Además, la violencia del lado mexicano aportó un inesperado impulso económico a El Paso. Su Cámara de Comercio Hispana (EPHCC, por sus siglas en inglés) reporta que más de 200 empresas mexicanas abrieron sus puertas en esa ciudad en 2009, un alza de 40 por ciento respecto del año anterior.
"Ha crecido el sector de servicios, sobre todo el de restaurantes. Y también el inmobiliario", dijo Fuentes.
Los contrastes son brutales.
Desde 1993, casi 800 mujeres de Juárez fueron víctimas de asesinatos acompañados de torturas y violaciones. Y la ola de violencia derivada de la guerra federal contra los carteles del narcotráfico dejó 5.400 muertos en tres años.
El Paso, con unos 600.000 habitantes, es la segunda ciudad más segura de Estados Unidos, después de Honolulu, capital del estado polinesio de Hawai.
En los primeros seis meses de este año, Juárez sumó más de 1.800 asesinatos, y El Paso uno.
Juárez, con una población de 1,2 millones de personas, vive una profunda pauperización por el cierre de las maquilas, ensambladoras de productos de exportación que se benefician de exenciones fiscales. En dos años, 2008 y 2009, se perdieron 300.000 puestos de trabajo.
Pese a la recesión que empezó en 2008 en Estados Unidos, El Paso mantuvo el crecimiento económico, según la Oficina del Censo de ese país.
Además de la inmigración juarense, otro factor que impulsó su economía es la expansión multimillonaria de Fort Bliss, una base militar asentada a 30 kilómetros, a la que se transfirieron miles de soldados y que sirvió en la última década de sitio de concentración de tropas enviadas a Iraq y Afganistán.
"El fuerte dinamiza la economía local, pero no hay una relación en términos sociales, que es lo que tenía Juárez", explicó Fuentes.
El río casi seco entre las dos urbes hermanas es, cada vez más, una división entre ricos y pobres: quienes tienen poder adquisitivo huyen a El Paso, los que no, se quedan en Juárez o regresan a sus estados de origen.
"Es un éxodo", definió Rubio.
En esa dinámica, fue abatido Sergio Hernández. Su cuerpo quedó tendido junto a un pilar del ferroviario Puente Negro, en territorio mexicano y a menos de 20 metros de donde disparó el agente fronterizo, cuyo nombre se guarda el gobierno estadounidense.
La dureza con los inmigrantes se siente en toda la frontera binacional.
El 31 de mayo, Anastasio Hernández Rojas falleció luego de tres días con muerte cerebral provocada por golpes y descargas eléctricas que le propinaron policías de Estados Unidos en el cruce de San Ysidro, entre la sureña ciudad estadounidense de San Diego y la mexicana Tijuana.

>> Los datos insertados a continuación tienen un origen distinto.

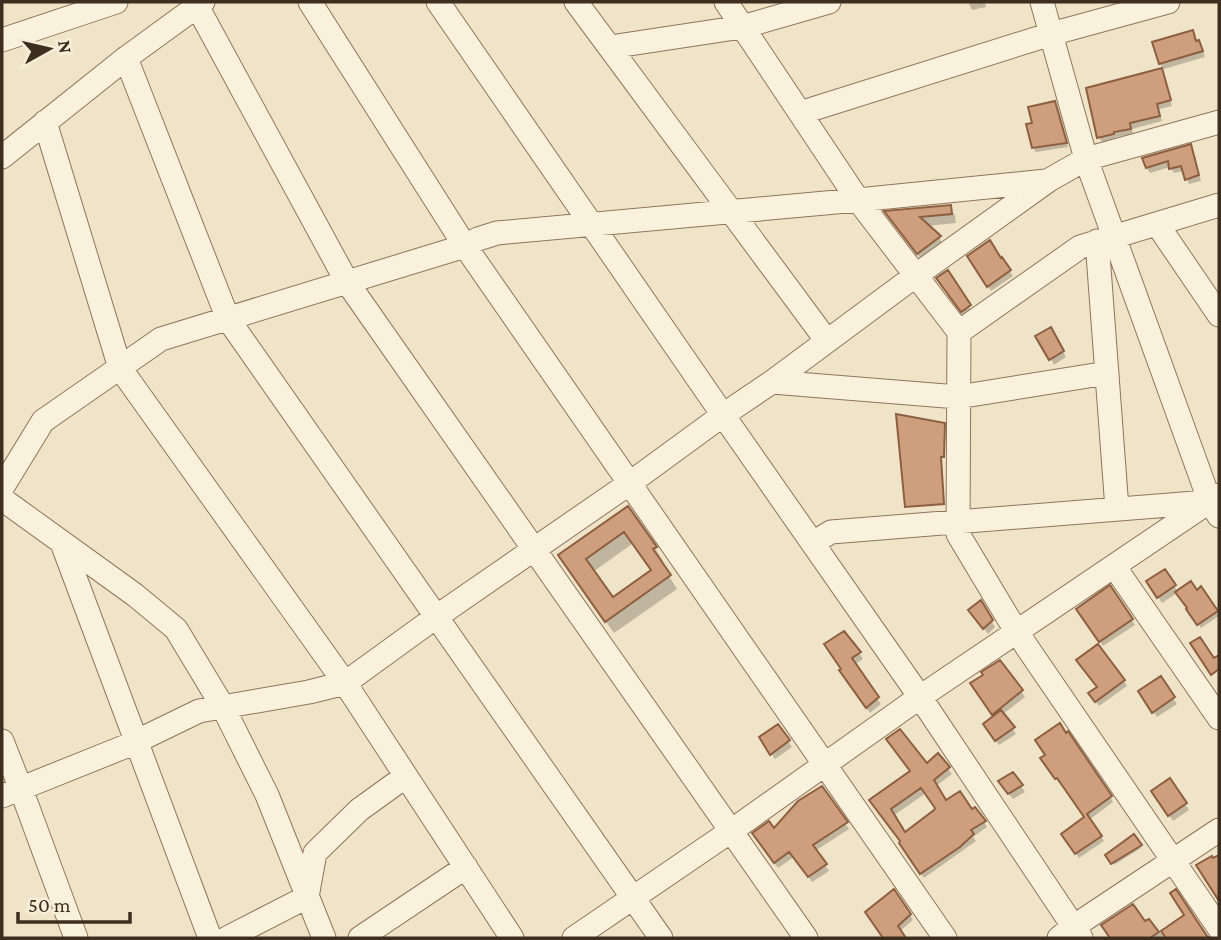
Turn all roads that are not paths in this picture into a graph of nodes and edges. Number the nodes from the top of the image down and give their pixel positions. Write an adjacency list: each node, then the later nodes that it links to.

Hernández Rojas, de 42 años, iba a ser deportado a su país, luego de casi tres décadas viviendo en San Diego. Tenía cinco hijos nacidos allí con quien fue su esposa durante 21 años.
La difusión de otro vídeo, que captó sus súplicas de auxilio cuando era castigado, escandalizó a la sociedad mexicana, que demanda al gobierno del conservador Felipe Calderón una posición más enérgica ante Washington.

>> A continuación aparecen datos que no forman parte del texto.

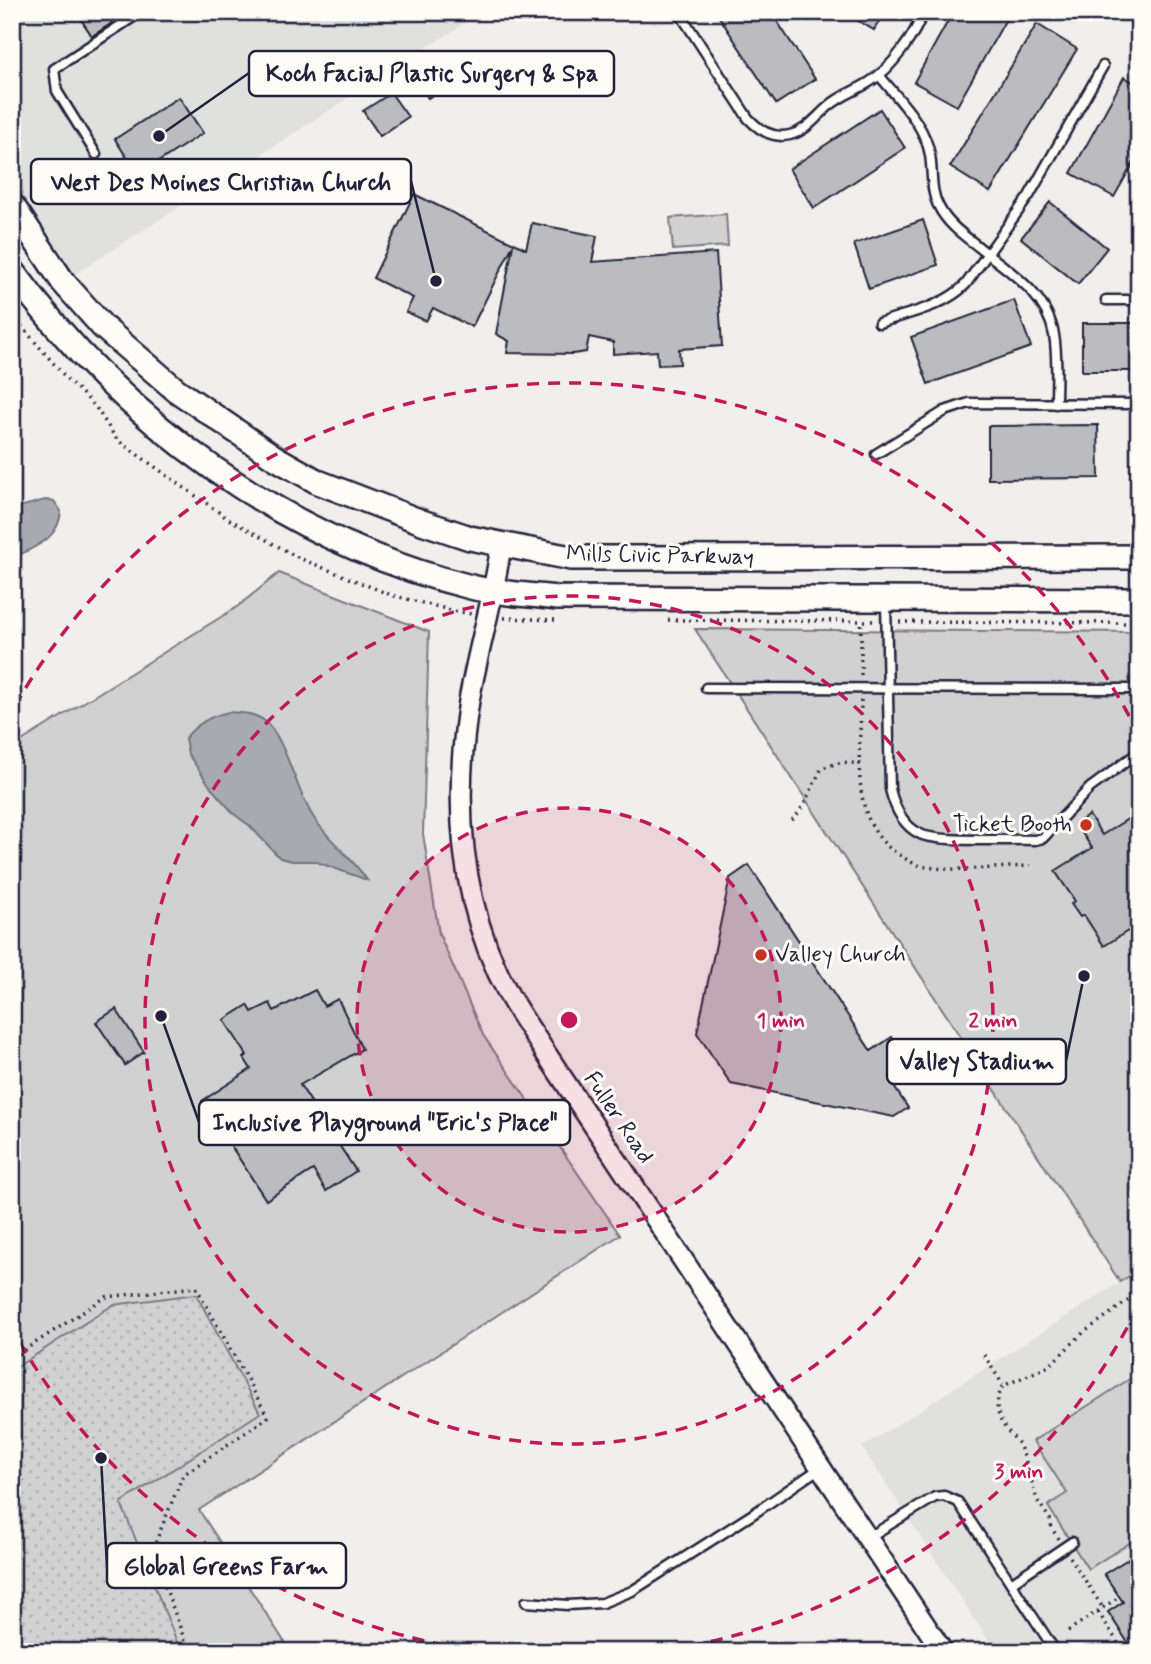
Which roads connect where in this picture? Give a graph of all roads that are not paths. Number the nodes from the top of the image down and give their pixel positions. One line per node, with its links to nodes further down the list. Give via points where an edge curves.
1 (141, 12): 6 (lane, via 54,69 57,91)
2 (679, 12): 5 (lane, via 748,118 767,134 792,135 805,129 831,104)
3 (923, 12): 5 (lane, via 908,41)
4 (1103, 66): 8 (lane, via 1029,196)
5 (879, 75): 8 (lane, via 925,137 932,189 947,220)
6 (96, 154)
7 (12, 205): 16 (main road, Mills Civic Parkway, via 63,282 103,327 176,390 232,430 318,482 422,523)
8 (988, 254): 12 (lane, via 956,294); 13 (lane, via 1027,285 1049,317 1056,352)
9 (12, 270): 18 (main road, Mills Civic Parkway, via 69,341 152,422 247,490 356,547 469,587)
10 (1107, 300): 11 (lane)
11 (1139, 300)
12 (879, 323)
13 (1056, 404): 14 (lane); 15 (lane, via 969,403 945,411)
14 (1139, 404)
15 (876, 454)
16 (502, 545): 17 (main road, Mills Civic Parkway, via 571,558); 18 (street, Fuller Road)
17 (1139, 557)
18 (495, 591): 20 (main road, Mills Civic Parkway, via 557,598); 25 (street, Fuller Road, via 469,701 460,790 462,843 474,907 490,955 543,1049)
19 (1139, 600): 20 (main road, Mills Civic Parkway)
20 (887, 610): 22 (lane)
21 (706, 688): 22 (lane)
22 (888, 689): 23 (lane); 24 (lane, via 892,798 905,821 928,837 1043,838 1078,799)
23 (1139, 689)
24 (1139, 752)
25 (821, 1467): 26 (street, Fuller Road); 29 (lane, via 632,1591 602,1603)
26 (869, 1538): 28 (lane, via 935,1497 944,1496 958,1502); 30 (street, Fuller Road)
27 (1068, 1545): 28 (lane)
28 (1011, 1583): 31 (lane)
29 (526, 1602)
30 (943, 1652)
31 (1056, 1652)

"Hay un patrón recurrente de violación de las autoridades de Estados Unidos hacia los migrantes, que se ha recrudecido en los últimos años, a partir de septiembre de 2001 y ahora, más claramente, a raíz de la ley de Arizona", dijo Rubio.

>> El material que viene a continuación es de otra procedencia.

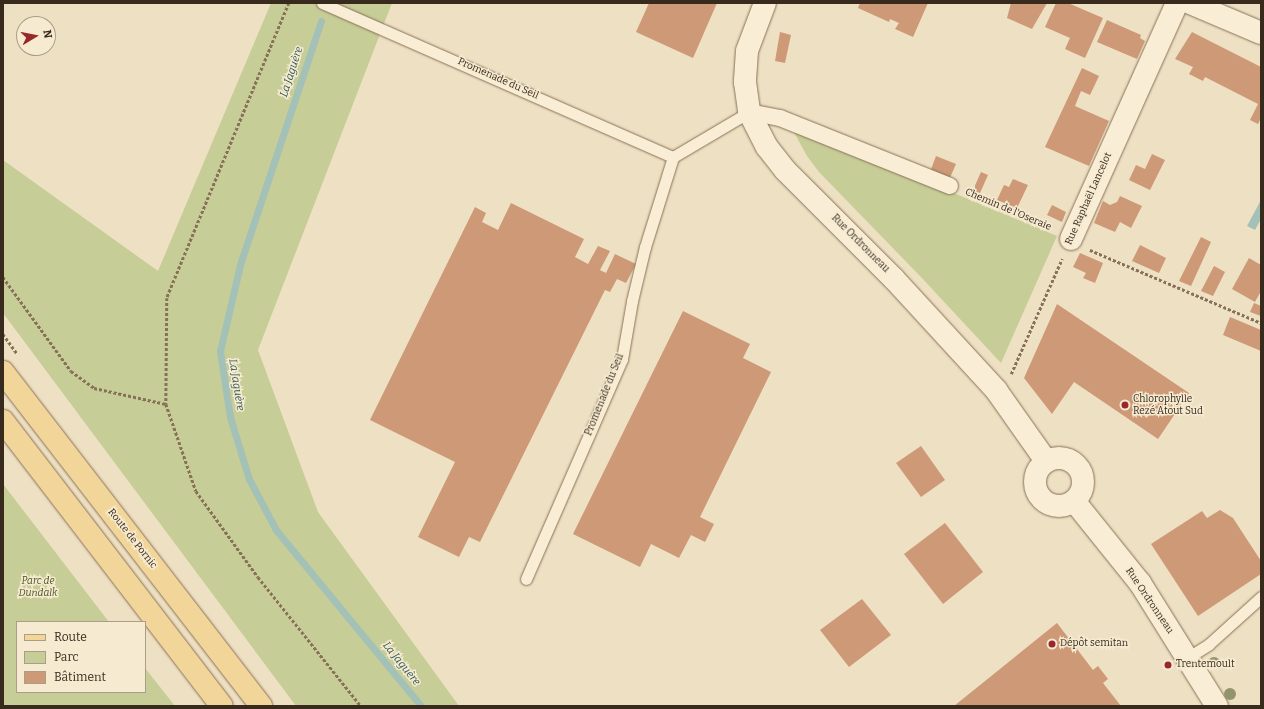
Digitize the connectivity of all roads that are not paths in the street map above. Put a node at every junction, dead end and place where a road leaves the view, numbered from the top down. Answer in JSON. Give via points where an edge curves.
{"nodes":[{"id":1,"x":322,"y":3,"type":"edge"},
{"id":2,"x":764,"y":3,"type":"edge"},
{"id":3,"x":1177,"y":3,"type":"edge"},
{"id":4,"x":1190,"y":3,"type":"edge"},
{"id":5,"x":1261,"y":33,"type":"edge"},
{"id":6,"x":749,"y":112,"type":"junction"},
{"id":7,"x":673,"y":157,"type":"junction"},
{"id":8,"x":950,"y":186,"type":"road end"},
{"id":9,"x":1071,"y":239,"type":"road end"},
{"id":10,"x":3,"y":372,"type":"edge"},
{"id":11,"x":3,"y":421,"type":"edge"},
{"id":12,"x":1046,"y":461,"type":"junction"},
{"id":13,"x":1074,"y":501,"type":"junction"},
{"id":14,"x":526,"y":579,"type":"dead end"},
{"id":15,"x":1261,"y":597,"type":"edge"},
{"id":16,"x":1188,"y":658,"type":"junction"},
{"id":17,"x":222,"y":706,"type":"edge"},
{"id":18,"x":261,"y":706,"type":"edge"},
{"id":19,"x":1217,"y":706,"type":"edge"}],
"edges":[{"from":1,"to":7,"type":"lane","name":"Promenade du Seil"},
{"from":2,"to":6,"type":"street","name":"Rue Ordronneau","via":[[747,51],[744,82]]},
{"from":3,"to":9,"type":"street","name":"Rue Raphaël Lancelot"},
{"from":4,"to":5,"type":"street"},
{"from":6,"to":7,"type":"lane"},
{"from":6,"to":8,"type":"street","via":[[780,118]]},
{"from":6,"to":12,"type":"street","name":"Rue Ordronneau","via":[[767,148],[785,170],[894,279],[996,390]]},
{"from":7,"to":14,"type":"lane","name":"Promenade du Seil","via":[[645,247],[622,359]]},
{"from":10,"to":18,"type":"main road","name":"Route de Pornic"},
{"from":11,"to":17,"type":"main road"},
{"from":12,"to":13,"type":"street","via":[[1061,457],[1078,466],[1084,482],[1082,491]]},
{"from":12,"to":13,"type":"street","via":[[1038,469],[1035,479],[1039,496],[1046,502],[1058,506]]},
{"from":13,"to":16,"type":"street","name":"Rue Ordronneau","via":[[1140,583]]},
{"from":15,"to":16,"type":"lane","via":[[1209,644]]},
{"from":16,"to":19,"type":"street","name":"Rue Ordronneau"}]}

La ley SB1070, promulgada el 23 de abril por el estado de Arizona, autoriza a los policías locales a detener a cualquier persona de la que tengan una "sospecha razonable" sobre su estatus migratorio.
La cantidad de mexicanos heridos o asesinados por patrullas fronterizas se multiplica: fueron cinco en 2008, 12 en 2009 y 17 en lo que va de 2010.
El sábado 12, una treintena de jóvenes juarenses pintaron los muros del Puente Negro, cantaron y encendieron velas.
"Unos chavos se brincaron del lado norteamericano (estadounidense), ahí estaba una patrulla y los retaron", contó a IPS la joven Alma, del colectivo de artistas callejeros Zyrko Nómada de Kombate, que estuvo en la manifestación.
"Luego llegaron los federales (mexicanos), se quedaron arriba y dijeron que nos iban a cuidar, que sólo no tiráramos piedras", relató. Hasta ese día la sangre de Sergio manchaba el asfalto.